まるっきり反論じゃないんだけど、自分はこう言ったんだよということを伝えたい時に使っている、曖昧さの中で自己主張しているような表現ですね。
面接でも絶対ふだんの表現が出てしまうので、「~っていうか」という表現はこれから改めていくしかないかなと思います。
ふだんから意識していかないといけないですね。
「~でよろしかったでしょうか」と言う表現も気になります。
これは、相手が今言ったことをそのまま過去形で確認するという表現ですが、相手には自分が言ったことを否定されたというような印象を与えます。
そもそも変な日本語なので、「~でよろしいでしょうか」という表現をお勧めはします。
ふだん「すごく」とか、「まじ」とか「めっちゃ」とか使ってしまっていて。
「まじ」と「めっちゃ」はさすがに面接で使わないとは思うんですけど、「すごく」は使ってしまいそうで。
使ってもよいと思うんですが、「すごく」というのは話しことばなので、「非常に」とか「大変」、「とても」という表現がいいと思います。

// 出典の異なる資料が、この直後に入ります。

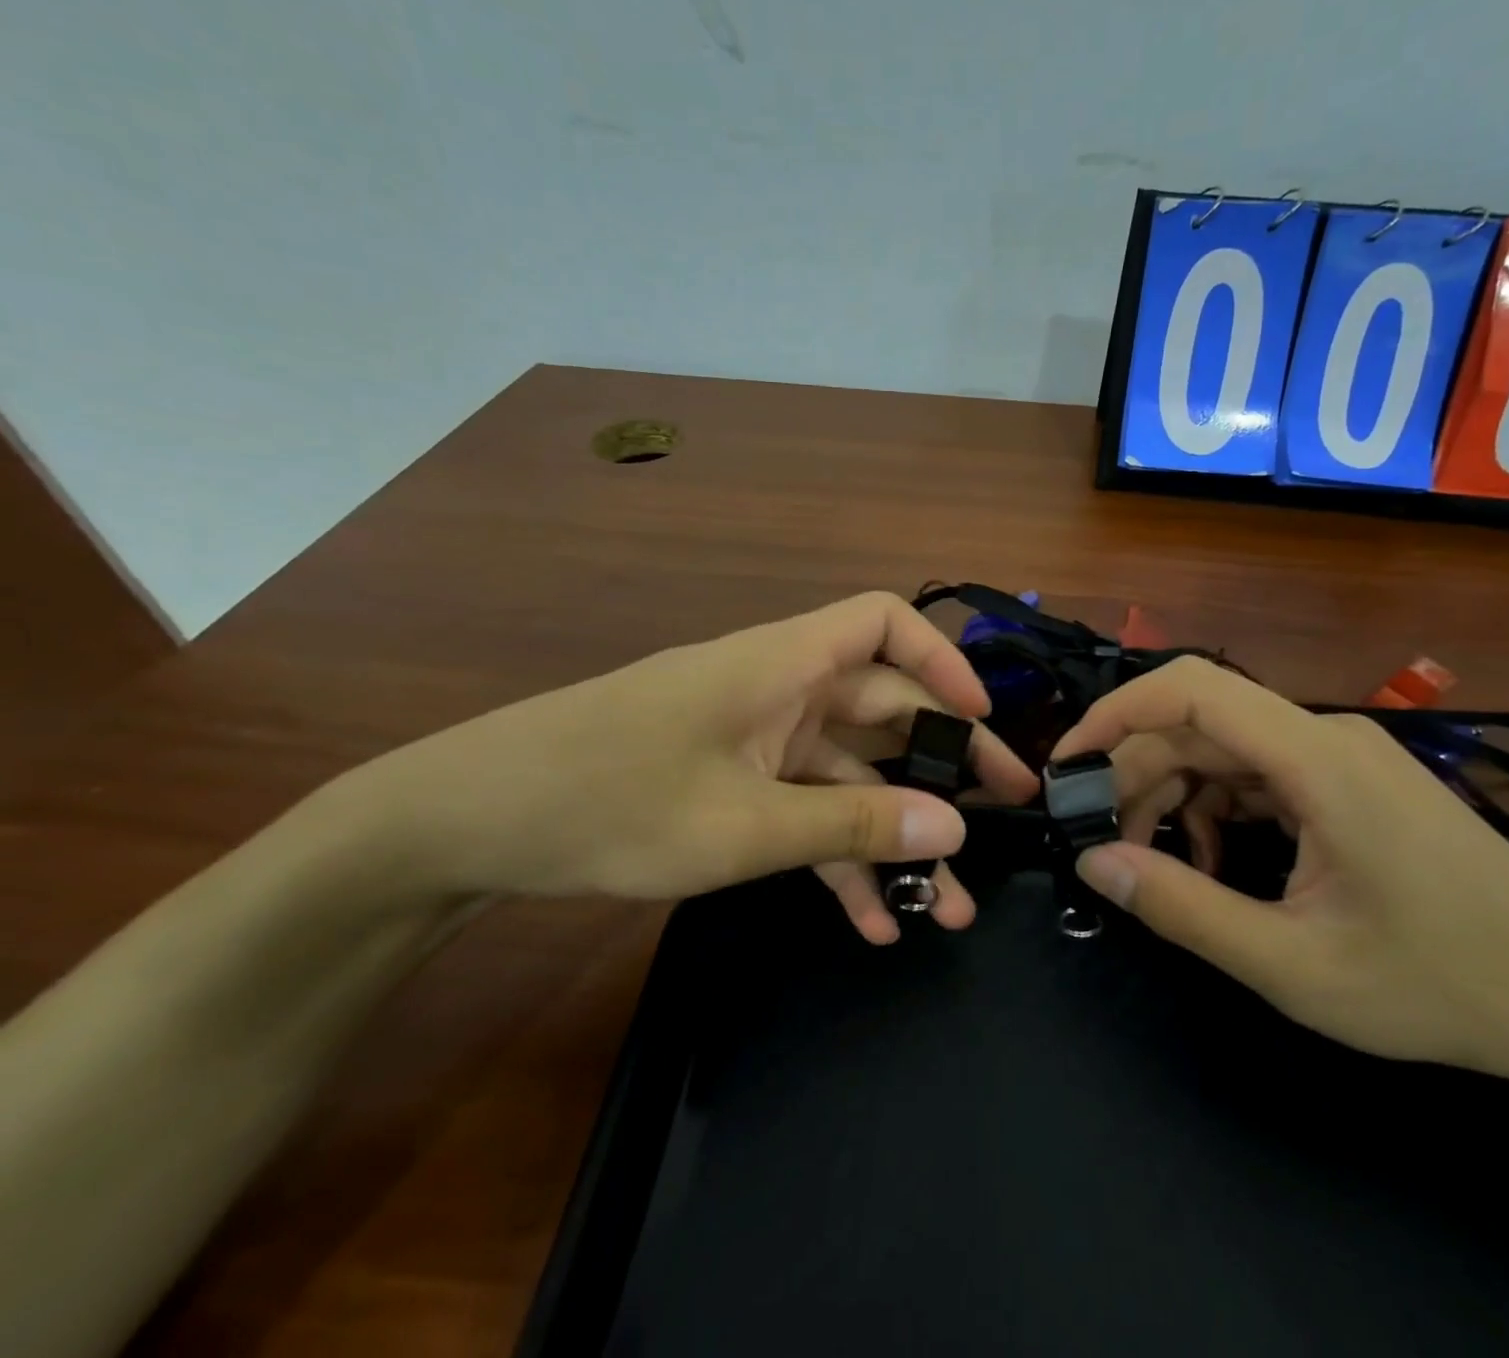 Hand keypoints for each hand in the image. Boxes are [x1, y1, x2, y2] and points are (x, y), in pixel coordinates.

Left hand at [359, 592, 1037, 941]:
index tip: (981, 721)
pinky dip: (837, 858)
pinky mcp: (734, 782)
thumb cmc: (608, 801)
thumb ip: (852, 828)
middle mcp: (781, 690)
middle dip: (942, 769)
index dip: (943, 660)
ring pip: (849, 776)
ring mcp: (758, 740)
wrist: (470, 823)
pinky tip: (870, 922)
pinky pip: (805, 812)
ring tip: (944, 908)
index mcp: (785, 664)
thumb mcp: (742, 826)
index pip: (885, 622)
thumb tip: (952, 830)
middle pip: (883, 711)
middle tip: (1002, 820)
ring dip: (893, 836)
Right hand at [1050, 657, 1508, 1080]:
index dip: (1116, 713)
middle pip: (1199, 727)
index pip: (1191, 689)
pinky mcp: (1350, 781)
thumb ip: (1184, 909)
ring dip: (1175, 797)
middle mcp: (1326, 736)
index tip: (1068, 764)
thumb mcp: (1294, 966)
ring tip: (1158, 864)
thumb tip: (1095, 861)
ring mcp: (1342, 756)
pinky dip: (1218, 809)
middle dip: (1138, 776)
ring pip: (1224, 751)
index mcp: (1317, 760)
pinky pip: (1258, 774)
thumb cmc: (1442, 986)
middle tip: (1105, 844)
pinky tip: (1216, 863)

丁寧なことばを使おうと思うと、ことばが出てこなかったりするのはどうしたらいいですか。
ちょっと言い間違えたとか、ちょっと丁寧じゃないことばを使ってしまうことがあっても、それはいいんです。
いいんですか。
それで「失礼いたしました」と言って言い直してもいいんですが、自分らしさがなくなってしまうので。
ただ、基本のことばを知っておいたほうが自分が楽ですよね。だから基本の覚えるべきことばというものは頭の中に入れて、ふだんから使ってみる。

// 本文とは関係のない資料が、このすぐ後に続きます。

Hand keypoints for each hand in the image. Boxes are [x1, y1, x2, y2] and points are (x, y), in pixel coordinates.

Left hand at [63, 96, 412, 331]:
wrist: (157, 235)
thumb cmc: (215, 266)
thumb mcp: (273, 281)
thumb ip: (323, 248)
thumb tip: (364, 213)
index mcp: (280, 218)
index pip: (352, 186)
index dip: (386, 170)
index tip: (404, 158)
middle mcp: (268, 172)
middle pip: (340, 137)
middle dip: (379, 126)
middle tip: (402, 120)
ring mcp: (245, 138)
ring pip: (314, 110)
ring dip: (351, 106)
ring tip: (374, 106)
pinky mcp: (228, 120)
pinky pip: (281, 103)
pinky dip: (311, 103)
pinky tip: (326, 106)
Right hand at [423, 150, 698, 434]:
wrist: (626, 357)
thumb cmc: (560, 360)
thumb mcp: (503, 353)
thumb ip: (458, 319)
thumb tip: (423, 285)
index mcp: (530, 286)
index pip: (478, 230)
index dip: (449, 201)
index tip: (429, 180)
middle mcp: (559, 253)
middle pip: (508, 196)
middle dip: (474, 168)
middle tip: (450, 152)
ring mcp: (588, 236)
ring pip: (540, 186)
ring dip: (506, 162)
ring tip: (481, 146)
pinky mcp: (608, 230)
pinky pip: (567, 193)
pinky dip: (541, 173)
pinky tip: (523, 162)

そうすると、ことばに敏感になって周りのことばが気になってくる。
例えばある人のことばを聞いて、この人「になります」使ってるとか、そういうことが気になるようになったなと感じるのが第一歩だと思います。
なるほど。
さじ加減が難しいかもしれませんが、きちんとした表現が自然に出るように、自分で基本のことばを覚えて使い、余分なところはカットしていくことを積み重ねるのが大事です。
あとは、もし自分が面接官だったら学生をどう見るかという視点を持てば、じゃあこうしたらいいなっていう答えにつながったりするかもしれません。

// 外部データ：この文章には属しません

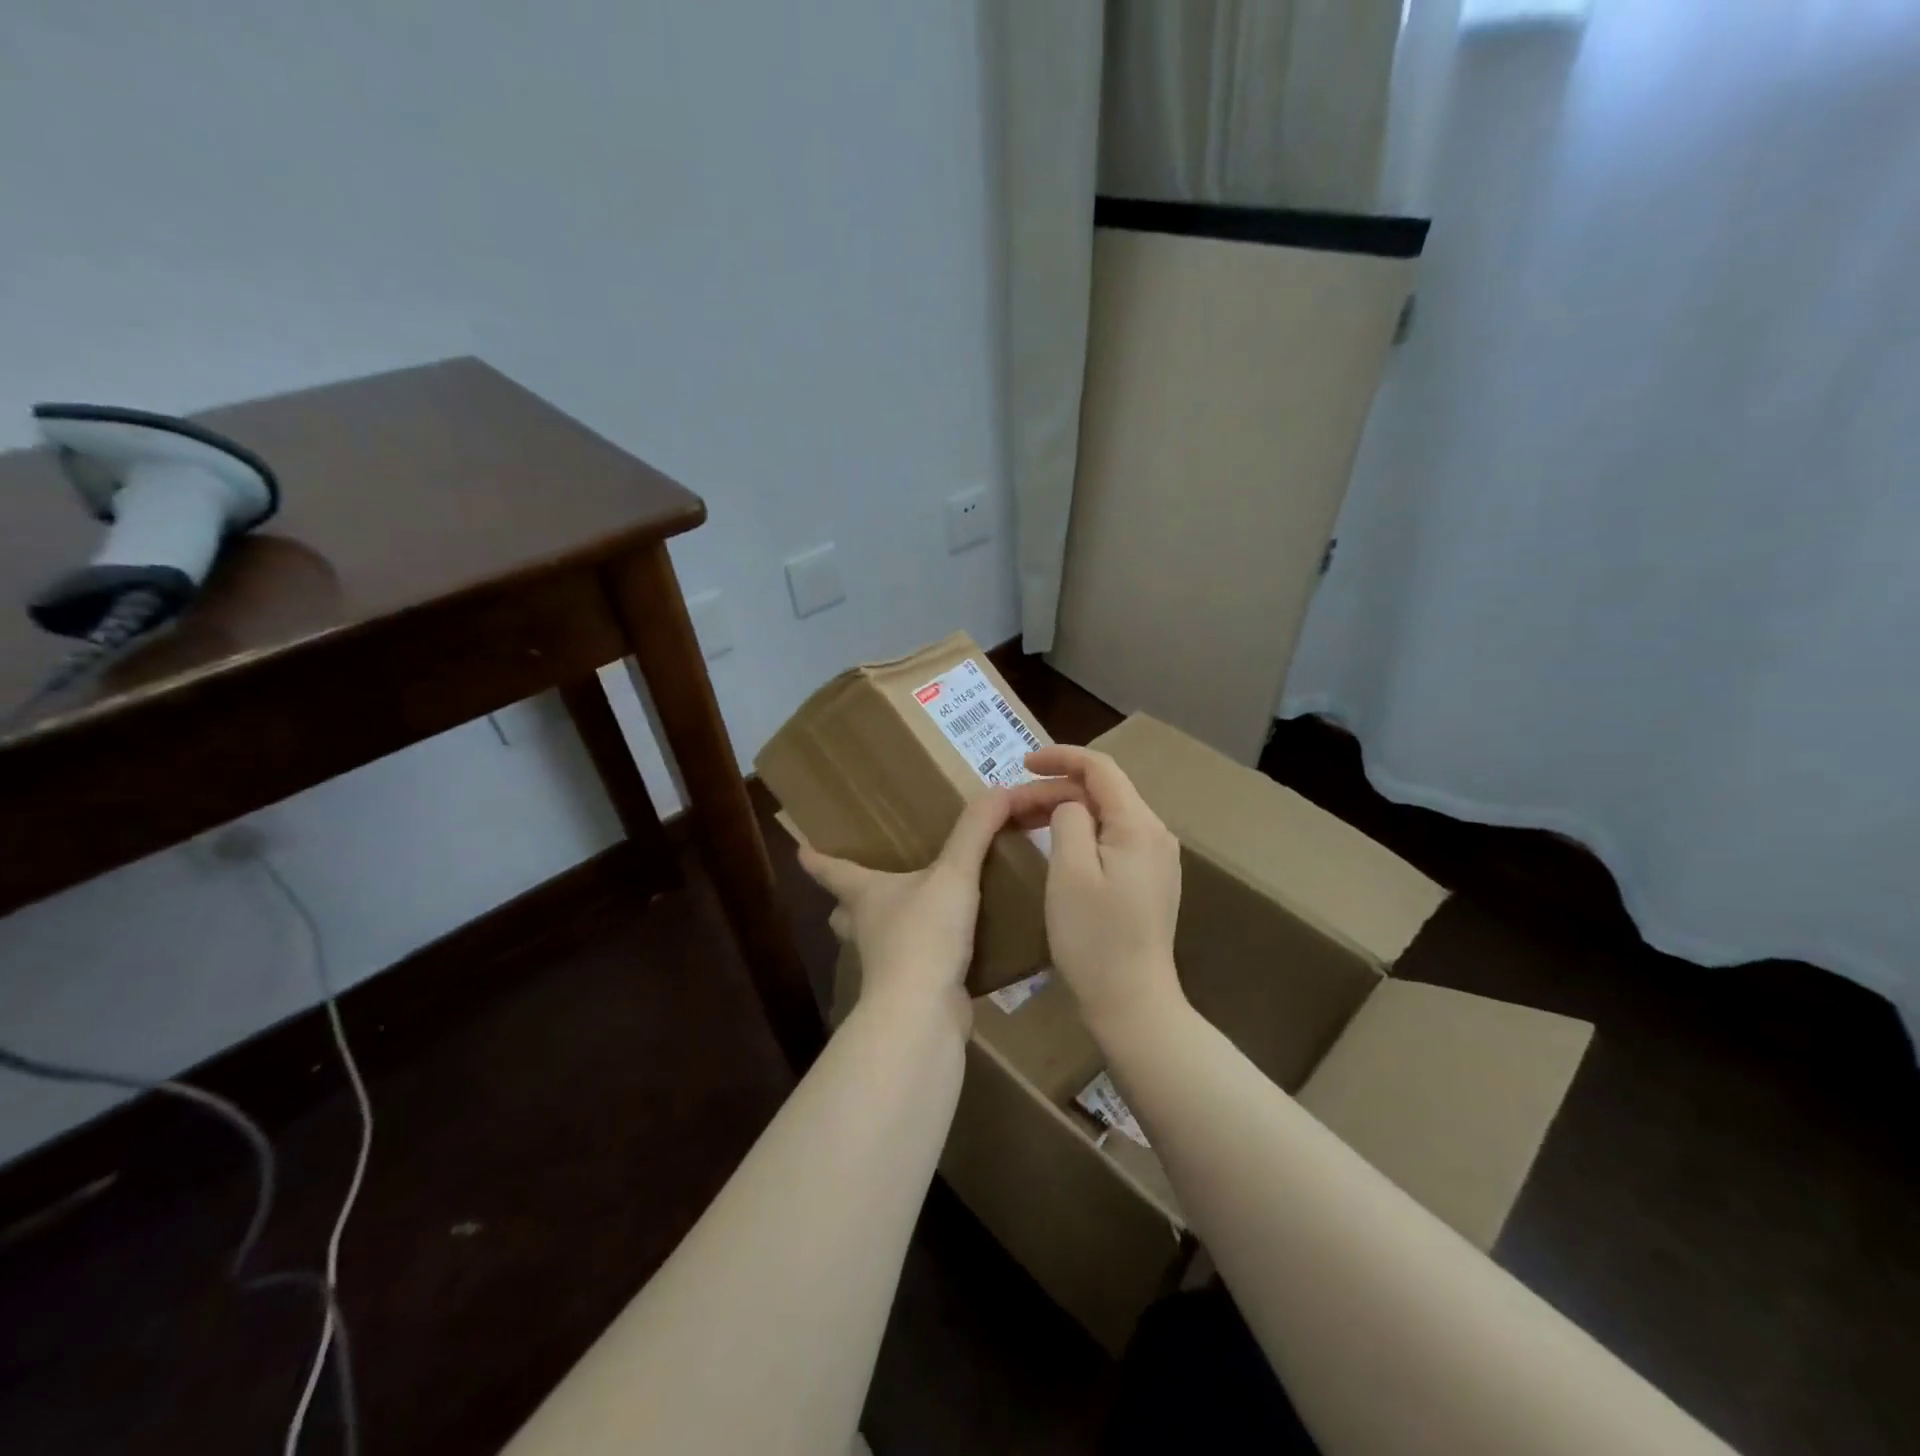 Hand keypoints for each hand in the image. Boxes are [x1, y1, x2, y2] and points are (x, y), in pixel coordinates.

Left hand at [800, 785, 1072, 1026]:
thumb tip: (999, 791)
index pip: (831, 870)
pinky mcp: (909, 989)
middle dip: (849, 901)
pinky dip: (923, 955)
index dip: (816, 858)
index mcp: (865, 895)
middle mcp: (867, 928)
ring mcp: (884, 963)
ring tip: (912, 912)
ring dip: (886, 928)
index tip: (800, 848)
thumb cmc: (924, 934)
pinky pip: (911, 964)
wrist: (923, 1012)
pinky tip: (949, 947)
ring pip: (875, 940)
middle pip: (845, 911)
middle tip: (864, 886)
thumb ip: (975, 832)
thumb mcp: (953, 875)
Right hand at [1024, 745, 1184, 1039]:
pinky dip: (1080, 833)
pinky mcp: (1149, 881)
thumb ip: (1067, 820)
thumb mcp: (1069, 872)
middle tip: (1011, 805)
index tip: (1021, 764)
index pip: (1100, 768)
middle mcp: (1155, 834)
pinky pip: (1112, 839)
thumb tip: (1069, 805)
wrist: (1133, 1003)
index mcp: (1138, 825)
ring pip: (1106, 816)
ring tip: (1025, 821)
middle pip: (1102, 791)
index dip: (1060, 757)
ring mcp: (1156, 860)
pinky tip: (1055, 845)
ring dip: (1065, 811)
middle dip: (1055, 790)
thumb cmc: (1094, 938) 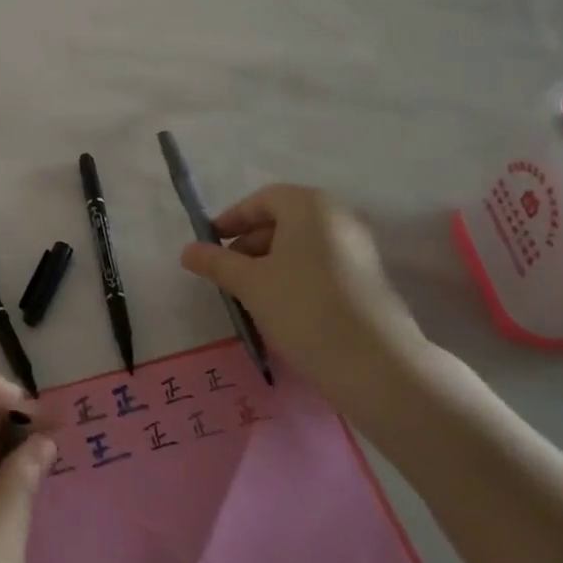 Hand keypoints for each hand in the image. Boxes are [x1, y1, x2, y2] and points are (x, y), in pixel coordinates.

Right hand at [180, 184, 453, 430]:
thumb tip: (187, 251)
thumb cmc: (303, 308)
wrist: (375, 363)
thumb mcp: (250, 283)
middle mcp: (339, 216)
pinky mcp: (368, 277)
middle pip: (284, 219)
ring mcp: (358, 247)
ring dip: (271, 262)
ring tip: (250, 293)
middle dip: (250, 243)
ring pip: (302, 244)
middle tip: (227, 273)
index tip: (210, 244)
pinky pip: (321, 263)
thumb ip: (216, 262)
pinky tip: (281, 306)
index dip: (232, 220)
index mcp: (310, 205)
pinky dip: (295, 275)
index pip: (262, 200)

丁寧なことばづかいをしても堅い印象を持たせないように、自分らしさを出すためにはどうしたらいいですか?
表情をたくさん出すと自分らしさが出やすいと思います。
一生懸命に敬語を使おうとカチコチになっちゃうかもしれませんが、ぜひ明るい表情で、笑顔で自分をプレゼンテーションしていただくといいかなと思います。
私もひとつ気になったことがありまして。
ありのままの自分を見せることが、相手にも人柄を想像してもらえるんじゃないかなって思うのですが・・・
ありのままのことばづかいは、やっぱりよくないんですか。
ありのままっていうのは多分、自己PRや実際のエピソードで伝わると思います。
そこで自分らしさって十分出せると思うんですよね。
ですので、別に堅苦しく全部を敬語で固めようということではなくて、道具としてきちんとしたことばを使ってもらえるとよりよいかなと思います。
なるほど!話の内容で自分らしさを出して、相手に敬意を表すために丁寧なことばを使うのが大事なんですね。